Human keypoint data
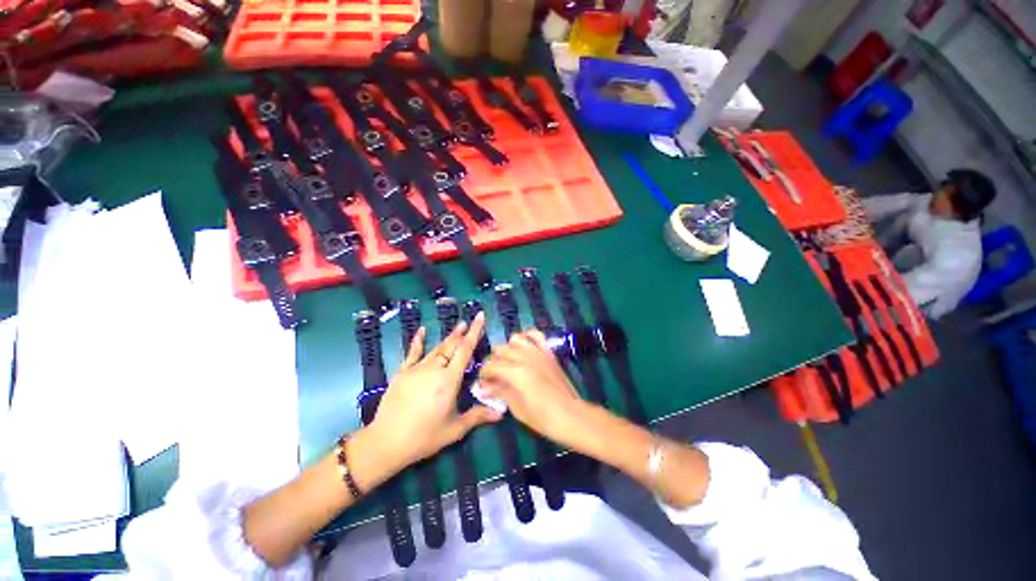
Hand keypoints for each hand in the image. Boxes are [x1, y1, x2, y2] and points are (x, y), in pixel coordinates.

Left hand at [368, 312, 500, 470]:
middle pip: (451, 346)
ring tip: (458, 327)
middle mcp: (434, 369)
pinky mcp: (402, 373)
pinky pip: (412, 352)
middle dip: (462, 333)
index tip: (480, 317)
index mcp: (449, 380)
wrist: (386, 442)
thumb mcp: (454, 429)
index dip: (475, 333)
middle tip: (470, 321)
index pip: (465, 350)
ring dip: (448, 337)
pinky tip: (422, 330)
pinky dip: (418, 340)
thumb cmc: (424, 436)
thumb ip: (478, 416)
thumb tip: (501, 414)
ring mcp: (417, 369)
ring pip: (437, 348)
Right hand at [478, 329, 587, 448]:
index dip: (483, 373)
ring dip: (508, 348)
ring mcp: (537, 352)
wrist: (569, 414)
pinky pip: (536, 335)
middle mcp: (524, 357)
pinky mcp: (547, 352)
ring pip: (515, 338)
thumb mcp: (516, 408)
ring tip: (509, 360)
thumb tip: (485, 387)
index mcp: (514, 371)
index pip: (490, 365)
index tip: (484, 383)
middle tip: (495, 375)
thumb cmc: (541, 416)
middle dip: (493, 361)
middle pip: (500, 350)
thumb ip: (500, 392)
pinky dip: (527, 336)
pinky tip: (524, 345)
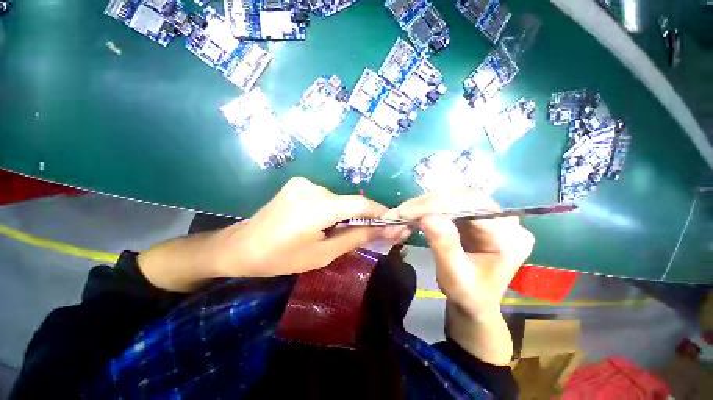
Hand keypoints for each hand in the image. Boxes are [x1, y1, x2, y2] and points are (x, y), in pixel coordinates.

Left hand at [139, 177, 408, 291]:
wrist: (241, 247)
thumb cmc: (281, 257)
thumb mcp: (323, 253)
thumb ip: (355, 238)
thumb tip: (383, 230)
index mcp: (318, 207)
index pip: (359, 203)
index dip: (378, 211)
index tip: (391, 221)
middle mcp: (312, 188)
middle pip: (347, 202)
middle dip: (359, 217)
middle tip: (362, 235)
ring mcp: (303, 183)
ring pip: (336, 200)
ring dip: (342, 215)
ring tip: (332, 233)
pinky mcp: (297, 184)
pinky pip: (323, 197)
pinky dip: (329, 209)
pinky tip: (318, 223)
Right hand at [388, 189, 533, 315]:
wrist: (474, 301)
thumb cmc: (469, 295)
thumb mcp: (456, 277)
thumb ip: (445, 246)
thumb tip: (427, 217)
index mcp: (509, 237)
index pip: (475, 206)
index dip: (439, 204)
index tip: (408, 212)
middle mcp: (504, 220)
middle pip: (463, 197)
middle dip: (428, 203)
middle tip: (401, 212)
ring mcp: (489, 215)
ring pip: (454, 196)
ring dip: (425, 203)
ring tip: (403, 212)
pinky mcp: (474, 215)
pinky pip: (449, 203)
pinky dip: (427, 207)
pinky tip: (414, 213)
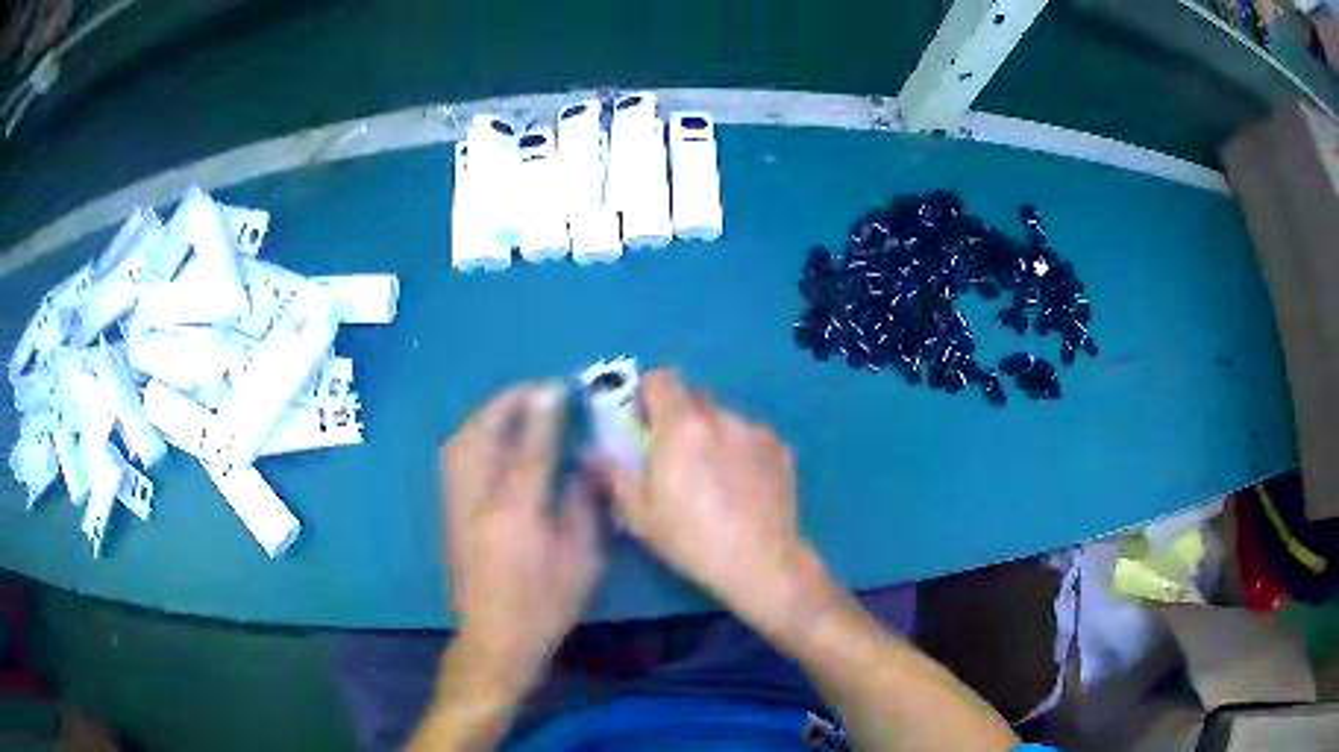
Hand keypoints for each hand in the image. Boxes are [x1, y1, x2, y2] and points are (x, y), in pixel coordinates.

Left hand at [441, 382, 603, 693]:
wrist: (494, 637)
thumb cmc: (546, 603)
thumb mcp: (582, 559)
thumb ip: (584, 505)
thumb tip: (585, 462)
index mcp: (517, 510)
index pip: (530, 446)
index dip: (543, 411)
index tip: (556, 386)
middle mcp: (479, 499)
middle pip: (483, 435)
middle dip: (506, 404)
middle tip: (533, 390)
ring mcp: (457, 505)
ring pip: (460, 443)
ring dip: (484, 416)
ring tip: (510, 407)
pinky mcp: (449, 514)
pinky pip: (454, 459)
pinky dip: (471, 436)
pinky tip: (489, 438)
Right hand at [595, 370, 831, 636]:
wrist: (761, 562)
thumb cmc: (691, 539)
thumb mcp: (640, 514)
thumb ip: (614, 474)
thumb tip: (591, 452)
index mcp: (682, 426)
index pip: (661, 379)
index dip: (647, 394)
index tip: (643, 422)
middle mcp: (721, 417)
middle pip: (693, 396)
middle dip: (679, 416)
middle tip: (674, 454)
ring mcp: (755, 431)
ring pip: (723, 417)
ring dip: (711, 433)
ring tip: (713, 475)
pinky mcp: (780, 449)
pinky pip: (750, 436)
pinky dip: (740, 450)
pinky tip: (742, 486)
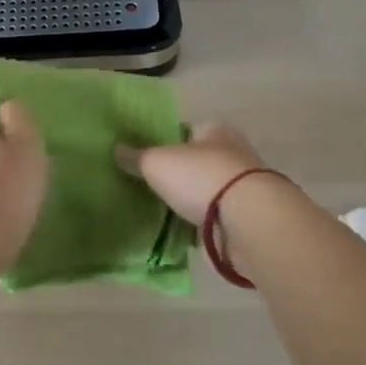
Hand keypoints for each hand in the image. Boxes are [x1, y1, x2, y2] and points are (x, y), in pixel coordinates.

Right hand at [116, 123, 271, 224]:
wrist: (249, 221)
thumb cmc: (201, 177)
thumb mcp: (157, 162)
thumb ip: (136, 157)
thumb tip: (116, 150)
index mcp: (215, 131)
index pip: (187, 130)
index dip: (167, 141)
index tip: (147, 157)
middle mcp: (234, 154)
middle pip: (199, 162)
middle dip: (180, 174)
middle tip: (151, 186)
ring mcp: (243, 189)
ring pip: (209, 192)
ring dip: (192, 201)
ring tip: (163, 212)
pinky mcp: (247, 219)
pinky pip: (216, 219)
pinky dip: (202, 225)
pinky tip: (183, 233)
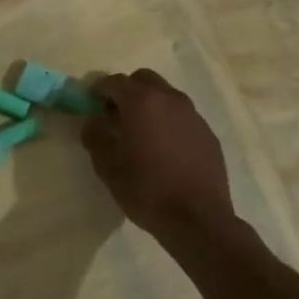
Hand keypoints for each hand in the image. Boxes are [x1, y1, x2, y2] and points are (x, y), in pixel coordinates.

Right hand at [83, 69, 236, 239]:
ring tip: (141, 132)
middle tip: (116, 114)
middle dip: (127, 91)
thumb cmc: (146, 189)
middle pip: (144, 80)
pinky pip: (183, 117)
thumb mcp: (107, 165)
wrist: (197, 219)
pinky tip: (164, 149)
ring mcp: (193, 115)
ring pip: (166, 96)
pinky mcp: (208, 133)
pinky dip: (169, 122)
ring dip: (150, 105)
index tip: (91, 103)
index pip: (115, 81)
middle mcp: (170, 99)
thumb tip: (94, 121)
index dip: (99, 89)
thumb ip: (95, 135)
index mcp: (142, 102)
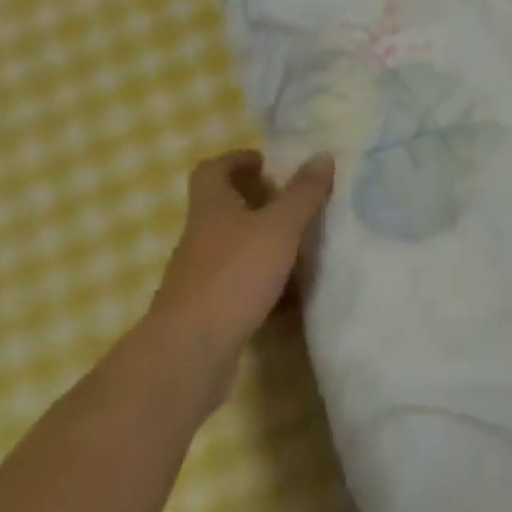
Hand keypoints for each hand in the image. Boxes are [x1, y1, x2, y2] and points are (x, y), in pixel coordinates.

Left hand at [147, 150, 334, 371]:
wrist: (188, 356)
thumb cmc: (234, 275)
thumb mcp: (279, 227)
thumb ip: (303, 193)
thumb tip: (322, 155)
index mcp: (211, 208)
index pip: (213, 170)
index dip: (237, 160)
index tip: (266, 163)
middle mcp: (200, 238)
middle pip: (225, 209)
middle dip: (259, 203)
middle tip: (294, 204)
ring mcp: (199, 278)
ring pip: (234, 250)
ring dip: (263, 245)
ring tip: (300, 248)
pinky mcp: (206, 314)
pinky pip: (238, 287)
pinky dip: (262, 286)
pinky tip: (290, 297)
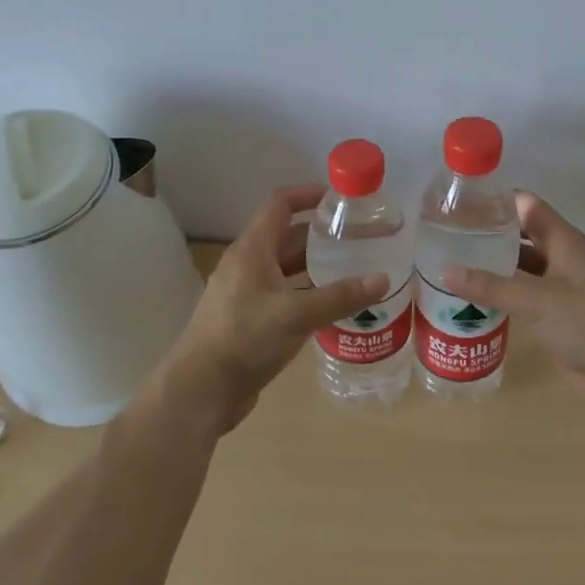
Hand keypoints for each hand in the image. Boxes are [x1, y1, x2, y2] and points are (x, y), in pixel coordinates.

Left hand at [160, 185, 386, 434]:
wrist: (201, 390)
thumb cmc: (246, 339)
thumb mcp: (298, 314)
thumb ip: (341, 296)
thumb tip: (383, 279)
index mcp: (252, 250)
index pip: (280, 204)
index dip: (308, 194)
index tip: (341, 199)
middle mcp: (246, 264)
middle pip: (286, 236)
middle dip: (320, 233)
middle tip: (358, 237)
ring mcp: (244, 292)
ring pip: (284, 267)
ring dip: (314, 264)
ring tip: (352, 267)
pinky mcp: (247, 318)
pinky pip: (281, 293)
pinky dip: (305, 291)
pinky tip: (330, 305)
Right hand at [442, 192, 584, 413]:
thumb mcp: (536, 299)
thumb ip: (490, 285)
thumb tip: (444, 270)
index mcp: (565, 242)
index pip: (527, 206)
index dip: (497, 201)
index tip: (460, 203)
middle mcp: (563, 259)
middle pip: (522, 236)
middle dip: (489, 235)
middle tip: (447, 236)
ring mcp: (561, 289)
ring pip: (521, 268)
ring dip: (493, 267)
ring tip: (452, 264)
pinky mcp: (557, 317)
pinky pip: (523, 297)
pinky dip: (502, 295)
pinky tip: (473, 299)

Work item: Return each entry exactly as it appears above, but exclude the pictures.

Task output:
Hand keypoints for each hand in the image. Boxes are [x1, y1, x2, y2] and points are (x, y), in pixel coordinates.

Left hand at [368, 312, 500, 470]:
middle pip: (451, 346)
ring tip: (458, 327)
middle mcp: (434, 369)
pinky mcp: (402, 373)
pinky pip: (412, 352)
middle dip: (462, 333)
index tip: (480, 317)
index mcp: (449, 380)
wrist: (386, 442)
thumb mcp: (454, 429)
index dip: (475, 333)
middle tip: (470, 321)
index pip: (465, 350)
ring dip: (448, 337)
pinky tip: (422, 330)
pinky dip: (418, 340)
thumb cmc: (424, 436)
thumb ip: (478, 416)
thumb tip: (501, 414)
ring mcp: (417, 369)
ring pip: (437, 348)
Right hand at [478, 329, 587, 448]:
index dip: (483, 373)
ring dip: (508, 348)
ring mcp: (537, 352)
wrist: (569, 414)
pinky pip: (536, 335)
middle mcp: (524, 357)
pinky mcp: (547, 352)
ring pip: (515, 338)
thumb mcp: (516, 408)
ring tip: (509, 360)
thumb tip: (485, 387)
index mcp: (514, 371)
index pip: (490, 365)
index tip: (484, 383)
middle tip: (495, 375)
thumb cmc: (541, 416)
middle dip: (493, 361)
middle pip: (500, 350)
thumb ip: (500, 392)
pinky dip: (527, 336)
pinky tip: (524, 345)
Hand keypoints for each hand in the image. Boxes are [x1, y1, x2, y2] and points are (x, y), in pixel coordinates.

Left hand at [139, 177, 408, 291]:
wrist: (241, 247)
thumb cmc: (281, 257)
thumb mcp: (323, 253)
thumb ip: (355, 238)
thumb tip: (383, 230)
index mcp: (318, 207)
index pip: (359, 203)
index dip: (378, 211)
index tip: (391, 221)
middle mcp: (312, 188)
middle pip: (347, 202)
middle dip: (359, 217)
middle tip: (362, 235)
ring mcp: (303, 183)
ring pip: (336, 200)
ring dip: (342, 215)
ring tip: (332, 233)
pinky mcp: (297, 184)
pinky pip: (323, 197)
pinky dip: (329, 209)
pinky tip: (318, 223)
Right hand at [388, 189, 533, 315]:
wrist: (474, 301)
thumb cmc: (469, 295)
thumb mcp: (456, 277)
thumb ip: (445, 246)
thumb tip: (427, 217)
index mcp: (509, 237)
index pip: (475, 206)
index dip: (439, 204)
index tip: (408, 212)
middle mcp: (504, 220)
middle pip: (463, 197)
middle dip: (428, 203)
middle tip: (401, 212)
ring mcp: (489, 215)
ring pip: (454, 196)
ring dip: (425, 203)
ring tip: (403, 212)
pinky mcp: (474, 215)
pinky pip: (449, 203)
pinky dip: (427, 207)
pinky tip: (414, 213)
Hand keypoints for each hand in the image. Boxes are [x1, y1, x2, y2] and points are (x, y), in pixel coordinates.

Left hand at [441, 382, 603, 693]:
wrist: (494, 637)
thumb cmc: (546, 603)
thumb mcp: (582, 559)
thumb ip: (584, 505)
thumb tip: (585, 462)
index mcp: (517, 510)
index pip: (530, 446)
index dip: (543, 411)
index tip: (556, 386)
middle mcp: (479, 499)
middle pip: (483, 435)
middle dip: (506, 404)
middle tip: (533, 390)
ring mcp: (457, 505)
ring pip: (460, 443)
ring dip: (484, 416)
ring tip: (510, 407)
pinky mcp: (449, 514)
pinky pip: (454, 459)
pinky dip: (471, 436)
pinky tip: (489, 438)
Right hand at [595, 370, 831, 636]:
wrist: (761, 562)
thumb cmc: (691, 539)
thumb mcp: (640, 514)
thumb ip: (614, 474)
thumb tip: (591, 452)
index mcp: (682, 426)
index pip: (661, 379)
index dip: (647, 394)
index tip: (643, 422)
middle mcp: (721, 417)
middle pip: (693, 396)
middle dip: (679, 416)
middle tip: (674, 454)
ring mcp: (755, 431)
ring pip: (723, 417)
ring dip: (711, 433)
ring tip: (713, 475)
pinky mcp: (780, 449)
pinky pip: (750, 436)
pinky dip: (740, 450)
pinky tip: (742, 486)
Hand keypoints for each hand in the image. Boxes are [x1, y1, x2, y2] and points are (x, y), in pixel coordinates.

Right hand at [116, 123, 271, 224]:
wrist: (249, 221)
thumb cmc: (201, 177)
thumb mcp: (157, 162)
thumb ip: (136, 157)
thumb tip: (116, 150)
index mcp: (215, 131)
index pip: (187, 130)
index dip: (167, 141)
index tip: (147, 157)
middle mcp: (234, 154)
middle pip: (199, 162)
middle dip: (180, 174)
middle tip: (151, 186)
ring mcp: (243, 189)
ring pip: (209, 192)
ring dip: (192, 201)
ring tip: (163, 212)
pinky mcp: (247, 219)
pinky pip: (216, 219)
pinky dip: (202, 225)
pinky tip: (183, 233)
Hand keypoints for each hand in the image. Boxes are [x1, y1, x2, y2] and points are (x, y), in pixel coordinates.

Right hand at [83, 69, 236, 239]:
ring tip: (141, 132)
middle tip: (116, 114)
middle dip: (127, 91)
thumb cmc: (146, 189)
middle pip: (144, 80)
pinky pip: (183, 117)
thumb mcp: (107, 165)
wrist: (197, 219)
pinky tip: (164, 149)
ring mcp: (193, 115)
ring pip: (166, 96)
pinky mcp: (208, 133)
pinky dip: (169, 122)
ring dip: (150, 105)
index tip: (91, 103)
index pip: (115, 81)
middle mcp: (170, 99)
thumb tip: (94, 121)
index dip: (99, 89)
thumb ip: (95, 135)
index mcp: (142, 102)
Hand keypoints for each hand in the image. Boxes are [x1, y1, x2, y2] and points are (x, y), in pixel coordinates.

Left hand at [147, 150, 334, 371]:
wrist: (188, 356)
thumb cmc: (234, 275)
thumb mcp: (279, 227)
thumb ip: (303, 193)
thumb tip: (322, 155)
index mcp: (211, 208)
index pip: (213, 170)
index dip: (237, 160)
index tip: (266, 163)
middle mcp: (200, 238)
middle pip: (225, 209)
middle dip: (259, 203)
middle tip: (294, 204)
ring mcp: (199, 278)
ring pip: (234, 250)
ring dip: (263, 245)
ring tip: (300, 248)
pinky mcp: (206, 314)
pinky pip: (238, 287)
pinky dip: (262, 286)
pinky tip: (290, 297)
Hand keypoints for each hand in the image. Boxes are [x1, y1, x2, y2] and points are (x, y), in pixel coordinates.

Left hand at [160, 185, 386, 434]:
wrist: (201, 390)
thumb cmc: (246, 339)
thumb mcp: (298, 314)
thumb ip: (341, 296)
thumb tip: (383, 279)
index mcp: (252, 250)
index pip: (280, 204)
index dip: (308, 194)
index tip: (341, 199)
middle mcp: (246, 264)
middle pip: (286, 236)
middle dip: (320, 233)
middle tip: (358, 237)
ring mcp: (244, 292)
ring pip: (284, 267)
ring dip: (314, 264)
ring tip: (352, 267)
pinky mcp: (247, 318)
pinky pip: (281, 293)
pinky dip: (305, 291)
pinky tip: (330, 305)
Right hand at [442, 192, 584, 413]:
thumb mcp: (536, 299)
thumb ip: (490, 285)
thumb tip: (444, 270)
index mcp: (565, 242)
index pip: (527, 206)
index dip: (497, 201)
index tip: (460, 203)
middle mcp: (563, 259)
middle pip: (522, 236)
middle dip: (489, 235)
middle tip: (447, 236)
ring mcp: (561, 289)
ring pip: (521, 268)
ring dip: (493, 267)
ring tip: (452, 264)
pinky mcp: (557, 317)
pinky pip: (523, 297)
pinky dip: (502, 295)
pinky tip: (473, 299)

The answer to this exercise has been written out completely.